In Axen, the appellate court reversed the trial court's entry of summary judgment in favor of the defendant on a count under the Structural Work Act because a question of material fact existed as to whether the defendant had charge of the work. The court then reversed summary judgment in the defendant's favor on the plaintiff's negligence count, holding that whether a defendant had charge of the work determines whether it owed a duty to the plaintiff. Axen, 281 Ill. App. 3d at 232. As we have already determined that Conagra Fertilizer did not have charge of the work under the Act as a matter of law, Axen does not apply. Plaintiff does not set forth any other facts from which we could find a duty. Consequently, we conclude that the trial court correctly determined that Conagra Fertilizer did not owe plaintiff a common-law duty of care.

Again, plaintiff did not include Conagra in his discussion regarding a common-law duty, so our analysis is limited to Conagra Fertilizer.

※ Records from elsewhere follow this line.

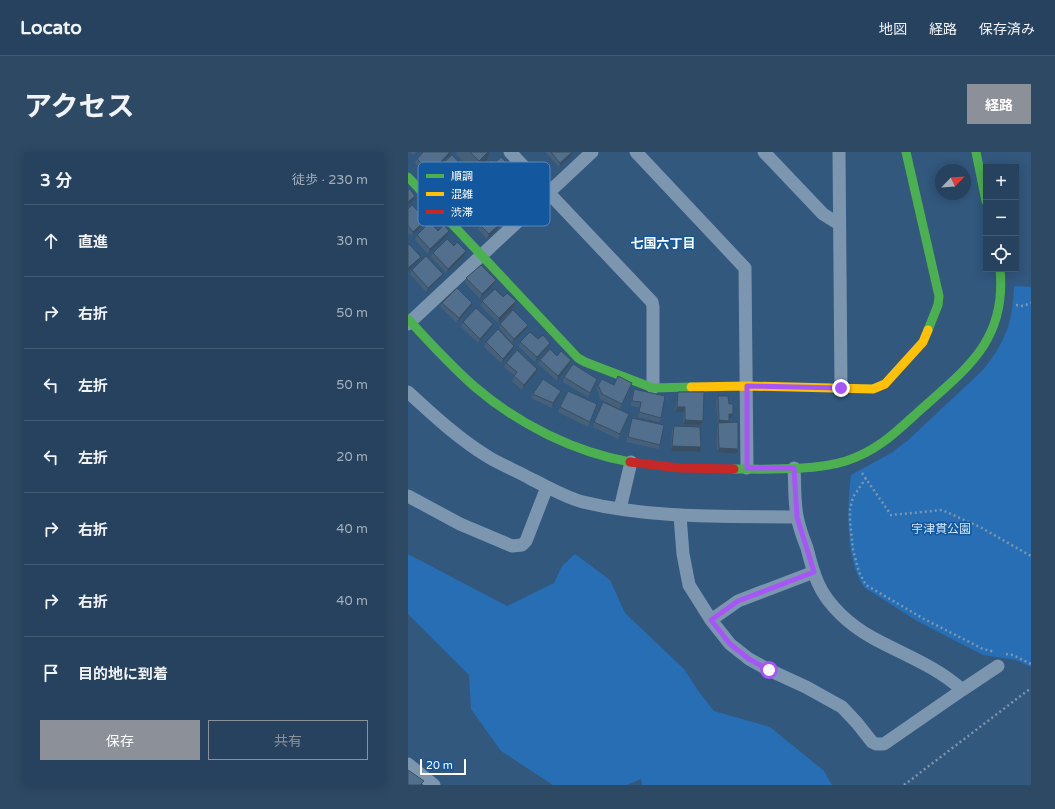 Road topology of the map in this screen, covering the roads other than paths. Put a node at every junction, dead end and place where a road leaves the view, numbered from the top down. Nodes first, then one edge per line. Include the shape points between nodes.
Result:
1 (510, 152) edge
2 (592, 152) edge
3 (636, 152) edge
4 (764, 152) edge
5 (839, 152) edge
6 (906, 152) edge
7 (976, 152) edge
8 (519, 162) edge
9 (408, 177) edge
10 (418, 188) edge
11 (550, 192) edge
12 (550, 196) edge
13 (986, 200) edge
14 (839, 224) junction
15 (454, 226) edge
16 (513, 226) edge
17 (482, 255) junction
18 (1000, 272) edge
19 (409, 322) edge
20 (747, 386) junction
21 (653, 388) junction
22 (841, 388) junction
23 (408, 392) edge
24 (632, 462) junction
25 (747, 468) junction
26 (794, 468) junction
27 (547, 486) junction
28 (408, 496) edge
29 (620, 509) junction
30 (680, 516) junction
31 (797, 517) junction
32 (814, 572) junction
33 (711, 620) junction
34 (998, 666) dead end
35 (962, 690) junction
36 (408, 764) edge
37 (434, 785) edge

1 - 8 street
2 - 11 street
3 - 20 street via 745,268
4 - 14 street via 824,214
5 - 14 street
6 - 22 street via 939,296 938,305 923,342 885,384 873,389
7 - 13 street
9 - 10 street
12 - 21 street via 652,302
14 - 22 street
15 - 17 street
16 - 17 street
17 - 19 street
17 - 21 street via 578,358
18 - 26 street via 1000,305 996,321 984,346 970,365 874,449 830,465
19 - 24 street via 466,380 528,425 592,452
20 - 21 street
20 - 22 street
20 - 25 street
23 - 27 street via 434,417 490,458
24 - 25 street via 678,468
24 - 29 street
25 - 26 street
26 - 31 street
27 - 28 street via 526,541 518,546 512,546 460,524
27 - 29 street via 582,501
29 - 30 street
30 - 31 street
30 - 33 street via 689,585
31 - 32 street
32 - 33 street via 738,601
32 - 35 street via 825,596 853,624 872,638 910,657
33 - 35 street via 730,644 749,659 842,707 876,744 884,744
34 - 35 street
36 - 37 street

IMMUNITY UNDER THE WORKERS' COMPENSATION ACT

Plaintiff raises several arguments related to Cropmate's and the Joneses' assertions of immunity under the Workers' Compensation Act. Section 5(a) of the Workers' Compensation Act provides that an employee has no statutory or common-law right to recover damages from his employer or the employer's agents or employees for injuries sustained while engaged in the line of his duty, other than the compensation provided under the Workers' Compensation Act. 820 ILCS 305/5(a) (West 1992). Plaintiff attempts to avoid the consequences of the exclusive-remedy provision by arguing that Robert Jones, rather than Cropmate, was plaintiff's employer; that the Joneses and Cropmate waived their immunity under the Workers' Compensation Act; and that the Joneses and Cropmate can be held liable under the dual-capacity doctrine.

First we address plaintiff's argument that an issue of material fact existed as to whether Cropmate or Robert Jones was plaintiff's employer. Plaintiff asserts that there was evidence that Jones was an independent contractor who employed plaintiff.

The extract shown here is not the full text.